→ What you have to do: I would like every line of the records below that contains the word "dead" copied.

- Opening Delimiter -

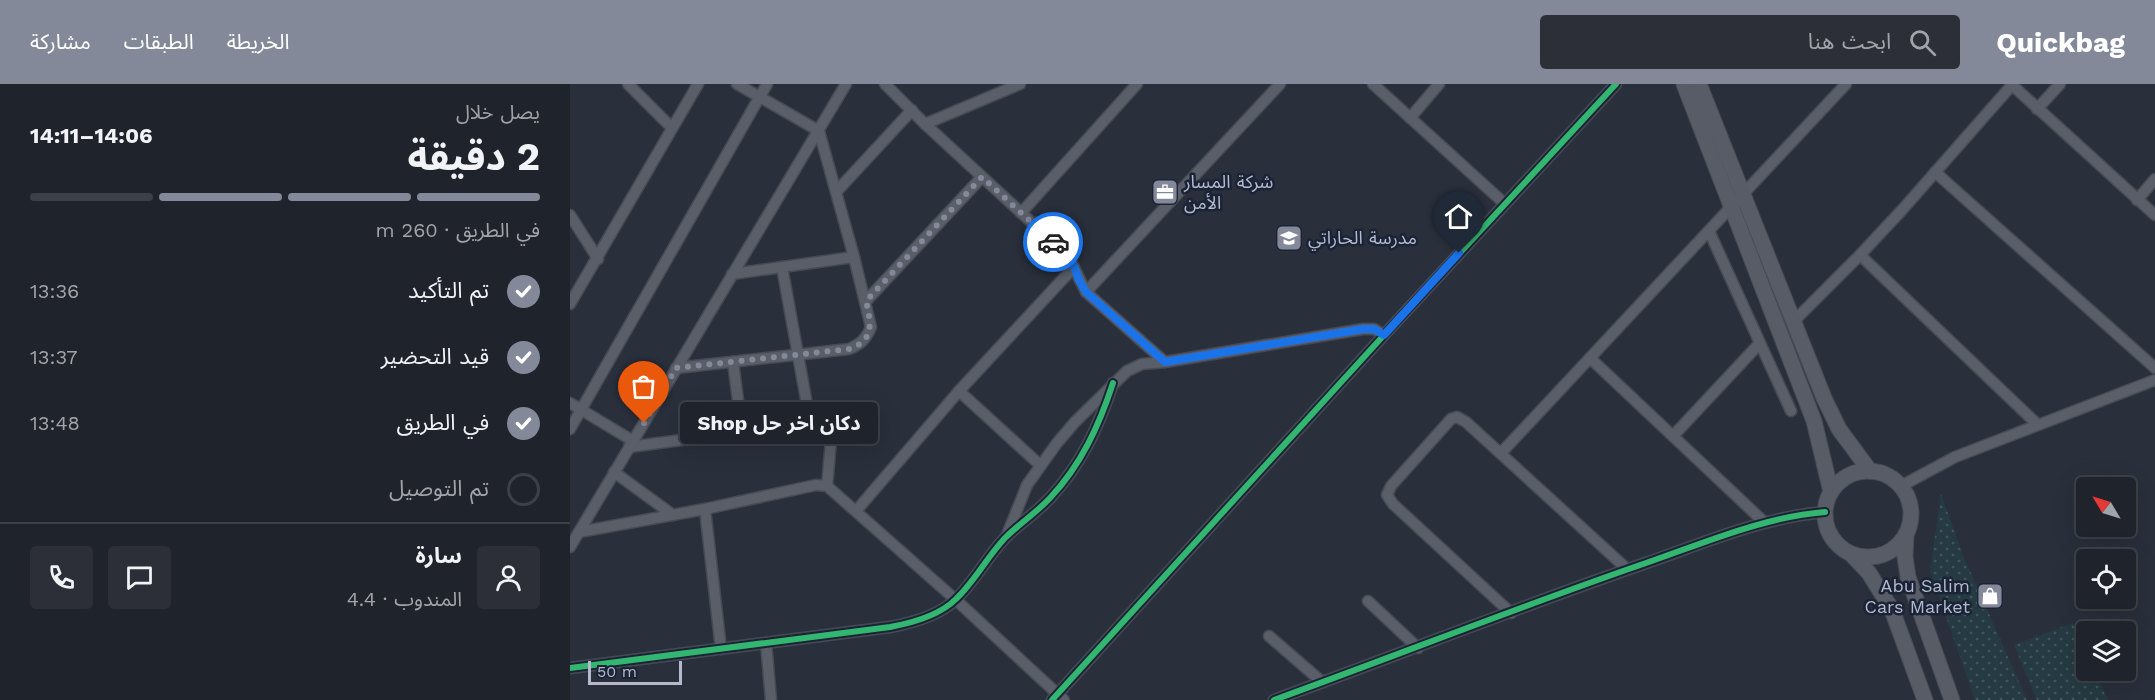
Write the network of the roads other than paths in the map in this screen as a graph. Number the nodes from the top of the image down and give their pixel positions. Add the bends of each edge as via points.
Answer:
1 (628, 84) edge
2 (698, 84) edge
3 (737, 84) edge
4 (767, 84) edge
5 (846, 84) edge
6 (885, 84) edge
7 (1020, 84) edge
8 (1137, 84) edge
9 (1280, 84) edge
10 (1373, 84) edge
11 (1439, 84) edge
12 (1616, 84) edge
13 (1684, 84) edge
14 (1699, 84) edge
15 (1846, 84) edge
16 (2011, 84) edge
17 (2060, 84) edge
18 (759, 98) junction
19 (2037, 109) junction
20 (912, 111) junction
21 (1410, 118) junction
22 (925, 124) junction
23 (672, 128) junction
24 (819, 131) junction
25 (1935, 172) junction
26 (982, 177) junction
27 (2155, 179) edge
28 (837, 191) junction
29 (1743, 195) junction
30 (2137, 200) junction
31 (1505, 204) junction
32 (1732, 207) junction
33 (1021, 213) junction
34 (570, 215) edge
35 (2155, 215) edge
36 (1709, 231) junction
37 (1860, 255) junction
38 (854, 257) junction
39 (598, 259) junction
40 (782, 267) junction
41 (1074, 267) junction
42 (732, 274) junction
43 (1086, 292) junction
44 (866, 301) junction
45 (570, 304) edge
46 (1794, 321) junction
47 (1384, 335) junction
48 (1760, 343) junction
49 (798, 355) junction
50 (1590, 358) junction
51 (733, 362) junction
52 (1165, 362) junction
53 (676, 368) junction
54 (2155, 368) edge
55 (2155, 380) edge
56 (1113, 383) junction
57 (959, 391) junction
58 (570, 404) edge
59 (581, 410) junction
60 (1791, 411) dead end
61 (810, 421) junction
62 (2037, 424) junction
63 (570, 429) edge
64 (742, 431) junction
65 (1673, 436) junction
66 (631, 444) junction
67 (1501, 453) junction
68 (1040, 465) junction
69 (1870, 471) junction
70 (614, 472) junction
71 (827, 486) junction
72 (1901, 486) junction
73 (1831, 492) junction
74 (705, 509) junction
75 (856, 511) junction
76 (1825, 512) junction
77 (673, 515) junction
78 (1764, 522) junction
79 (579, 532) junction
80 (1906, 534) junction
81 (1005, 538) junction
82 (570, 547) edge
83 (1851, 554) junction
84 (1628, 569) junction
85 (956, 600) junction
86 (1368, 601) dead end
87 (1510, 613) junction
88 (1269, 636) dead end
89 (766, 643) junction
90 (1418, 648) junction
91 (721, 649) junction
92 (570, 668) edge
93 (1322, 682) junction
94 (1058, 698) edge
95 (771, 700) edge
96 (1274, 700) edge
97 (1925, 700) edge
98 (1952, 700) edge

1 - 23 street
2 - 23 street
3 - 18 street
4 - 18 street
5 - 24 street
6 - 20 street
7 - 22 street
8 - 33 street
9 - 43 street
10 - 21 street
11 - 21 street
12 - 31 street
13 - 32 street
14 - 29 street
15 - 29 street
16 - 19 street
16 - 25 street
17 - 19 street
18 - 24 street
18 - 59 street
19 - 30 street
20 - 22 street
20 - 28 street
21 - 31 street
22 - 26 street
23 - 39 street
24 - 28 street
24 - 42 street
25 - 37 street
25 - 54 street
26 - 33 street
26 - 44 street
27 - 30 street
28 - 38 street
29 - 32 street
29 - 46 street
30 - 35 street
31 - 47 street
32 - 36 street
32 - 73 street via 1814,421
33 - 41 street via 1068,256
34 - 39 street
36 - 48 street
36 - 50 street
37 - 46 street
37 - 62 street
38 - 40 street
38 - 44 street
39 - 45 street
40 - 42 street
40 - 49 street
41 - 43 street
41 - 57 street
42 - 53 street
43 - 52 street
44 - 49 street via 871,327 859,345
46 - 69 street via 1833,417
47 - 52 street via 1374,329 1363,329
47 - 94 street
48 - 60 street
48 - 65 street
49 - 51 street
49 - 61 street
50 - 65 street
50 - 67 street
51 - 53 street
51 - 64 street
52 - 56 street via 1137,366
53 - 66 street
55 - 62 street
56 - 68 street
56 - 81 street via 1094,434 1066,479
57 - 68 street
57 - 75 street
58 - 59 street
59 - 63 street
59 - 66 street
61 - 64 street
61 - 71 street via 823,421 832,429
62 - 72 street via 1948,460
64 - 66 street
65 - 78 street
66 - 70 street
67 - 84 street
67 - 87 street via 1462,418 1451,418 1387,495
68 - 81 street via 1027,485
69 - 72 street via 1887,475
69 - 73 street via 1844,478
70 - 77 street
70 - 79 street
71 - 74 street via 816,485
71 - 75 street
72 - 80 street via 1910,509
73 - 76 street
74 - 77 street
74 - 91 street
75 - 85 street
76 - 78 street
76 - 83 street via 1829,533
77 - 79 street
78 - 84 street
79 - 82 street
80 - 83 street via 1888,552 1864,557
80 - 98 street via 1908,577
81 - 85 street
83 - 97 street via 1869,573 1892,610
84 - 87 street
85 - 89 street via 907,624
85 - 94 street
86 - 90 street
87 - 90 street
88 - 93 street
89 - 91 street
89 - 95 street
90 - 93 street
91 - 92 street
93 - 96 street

- Closing Delimiter -

→ Reply to the exercise:
60 (1791, 411) dead end
86 (1368, 601) dead end
88 (1269, 636) dead end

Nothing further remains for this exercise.